▶ [Task directions]: Every line in the records below between the one holding "thumb mcp: (877, 819)" and the one holding "index mcp: (1108, 762)", inclusive, is to be set down exactly; all other lines are to be left out.
--- --- ---
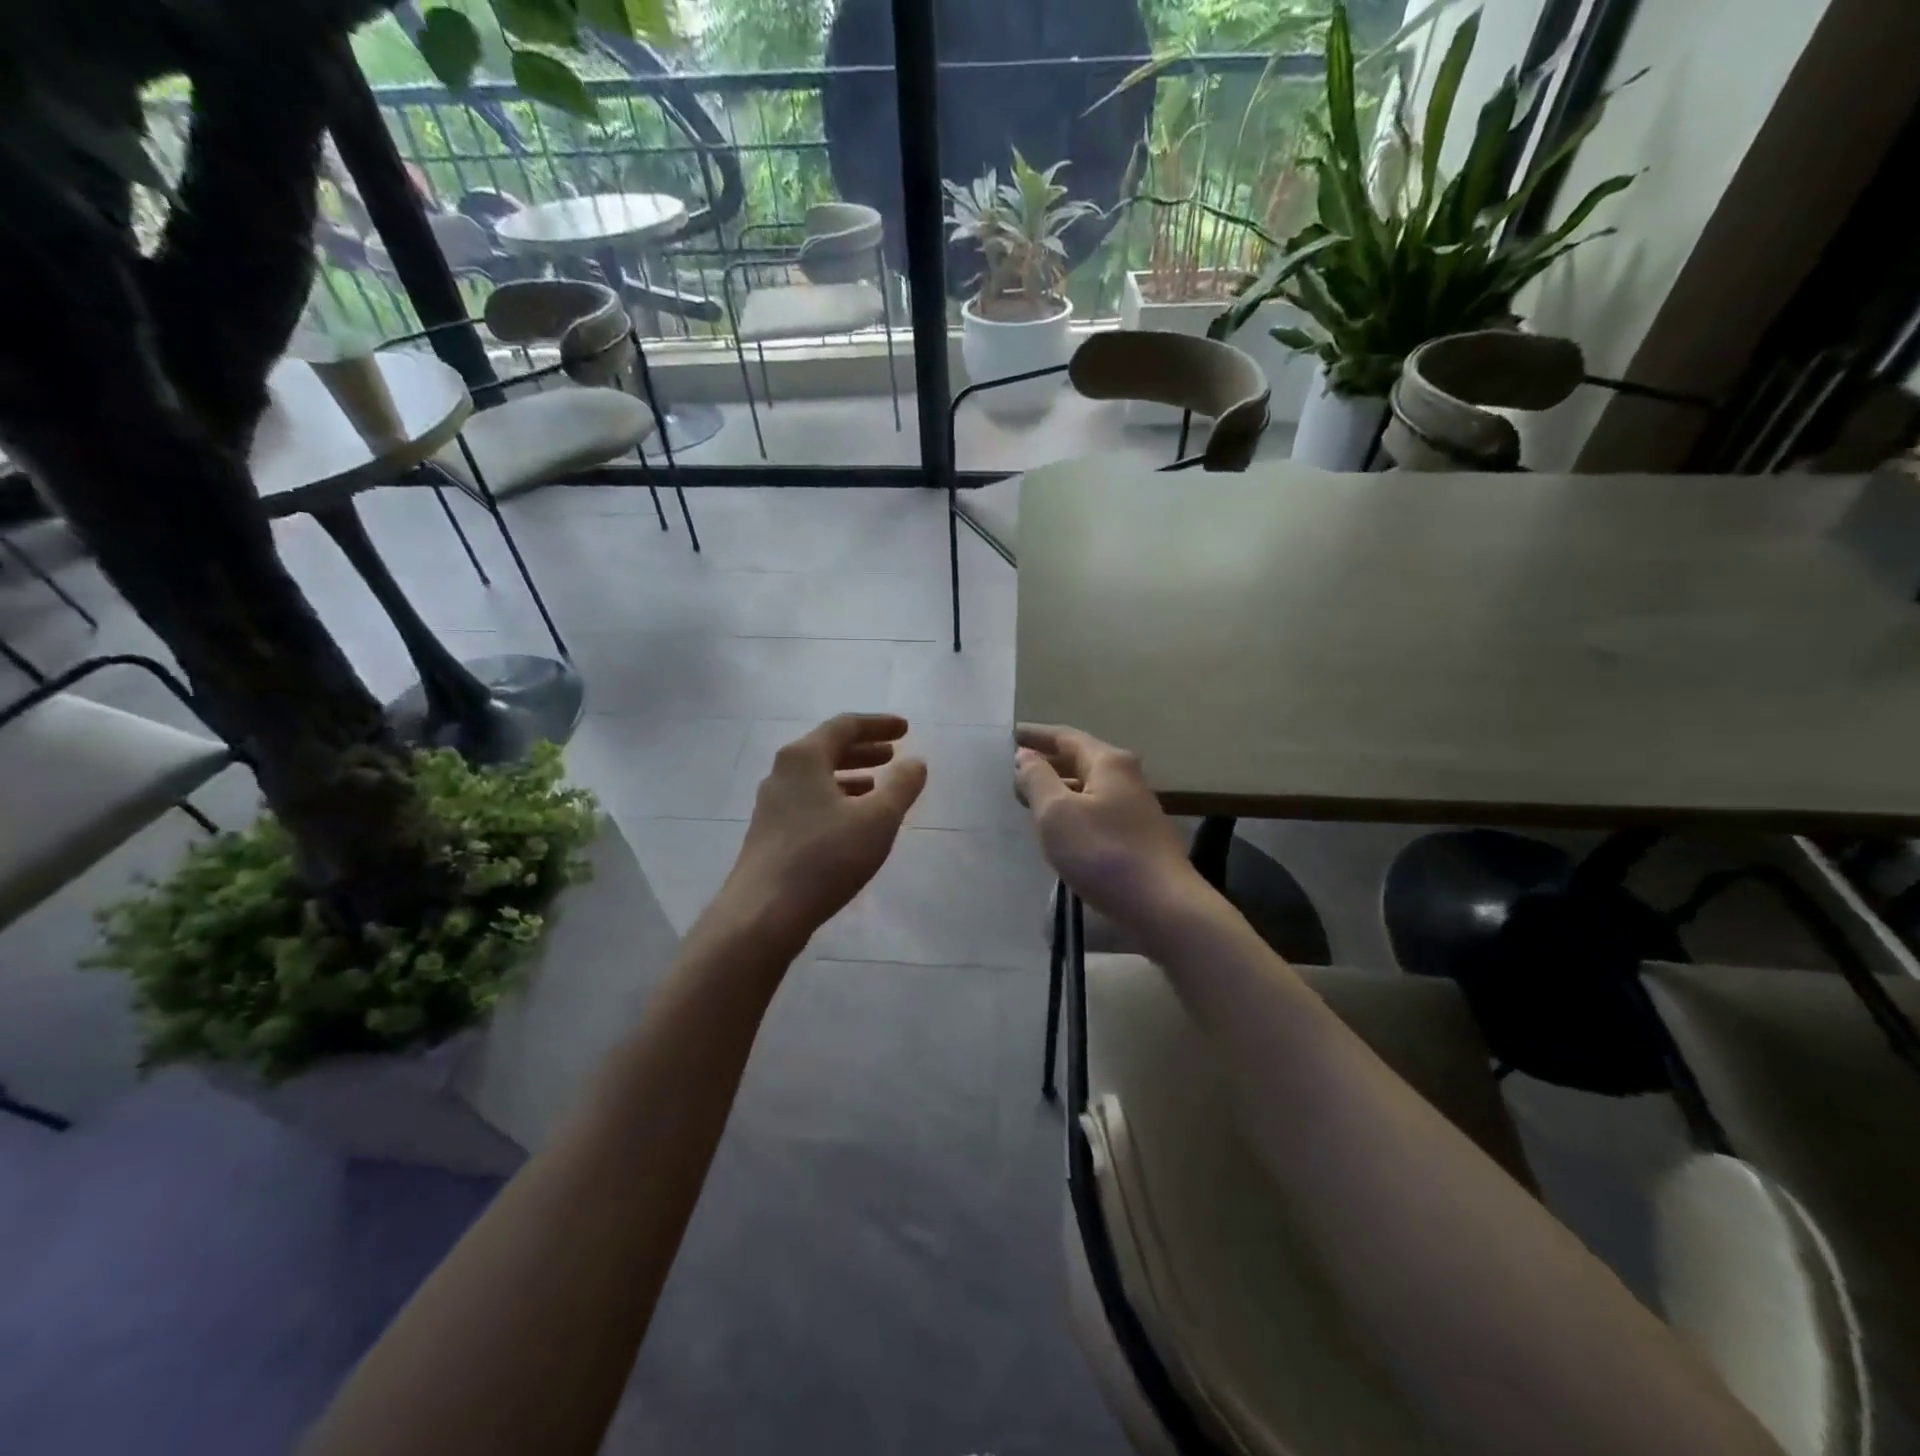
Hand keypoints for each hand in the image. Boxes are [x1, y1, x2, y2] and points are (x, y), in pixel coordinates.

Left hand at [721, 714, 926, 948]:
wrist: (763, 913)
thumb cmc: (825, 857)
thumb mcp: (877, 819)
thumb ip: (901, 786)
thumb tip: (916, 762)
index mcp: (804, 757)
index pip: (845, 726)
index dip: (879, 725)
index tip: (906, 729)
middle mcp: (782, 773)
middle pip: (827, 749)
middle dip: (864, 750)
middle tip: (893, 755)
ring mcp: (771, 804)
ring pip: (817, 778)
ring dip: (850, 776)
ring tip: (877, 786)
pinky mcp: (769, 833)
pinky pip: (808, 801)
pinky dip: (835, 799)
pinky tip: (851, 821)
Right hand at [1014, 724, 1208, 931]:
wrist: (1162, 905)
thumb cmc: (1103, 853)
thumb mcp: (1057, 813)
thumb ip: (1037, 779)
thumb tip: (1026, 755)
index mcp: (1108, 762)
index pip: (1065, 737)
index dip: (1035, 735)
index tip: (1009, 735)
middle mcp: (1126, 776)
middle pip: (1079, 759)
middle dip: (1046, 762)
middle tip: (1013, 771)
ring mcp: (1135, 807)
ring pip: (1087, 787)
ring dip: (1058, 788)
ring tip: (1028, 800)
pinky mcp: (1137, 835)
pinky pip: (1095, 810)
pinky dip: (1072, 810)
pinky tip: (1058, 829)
--- --- ---
▶ [Result]:
thumb mcp: (877, 819)
thumb ip: (901, 786)
thumb tip: (916, 762)
index mcp: (804, 757)
index pip: (845, 726)
index dip: (879, 725)
index tip: (906, 729)
middle mcp: (782, 773)
middle pip: (827, 749)
middle dip: (864, 750)
middle tip: (893, 755)
ring mcp: (771, 804)
ring pip: (817, 778)
ring dip: (850, 776)
ring tip: (877, 786)
pinky mcp: (769, 833)
pinky pip: (808, 801)
pinky dip: (835, 799)
pinky tip: (851, 821)
Right hand at [1014, 724, 1208, 931]:
wrist: (1162, 905)
thumb cmc: (1103, 853)
thumb mcp: (1057, 813)
thumb ip: (1037, 779)
thumb tip: (1026, 755)
index mcp: (1108, 762)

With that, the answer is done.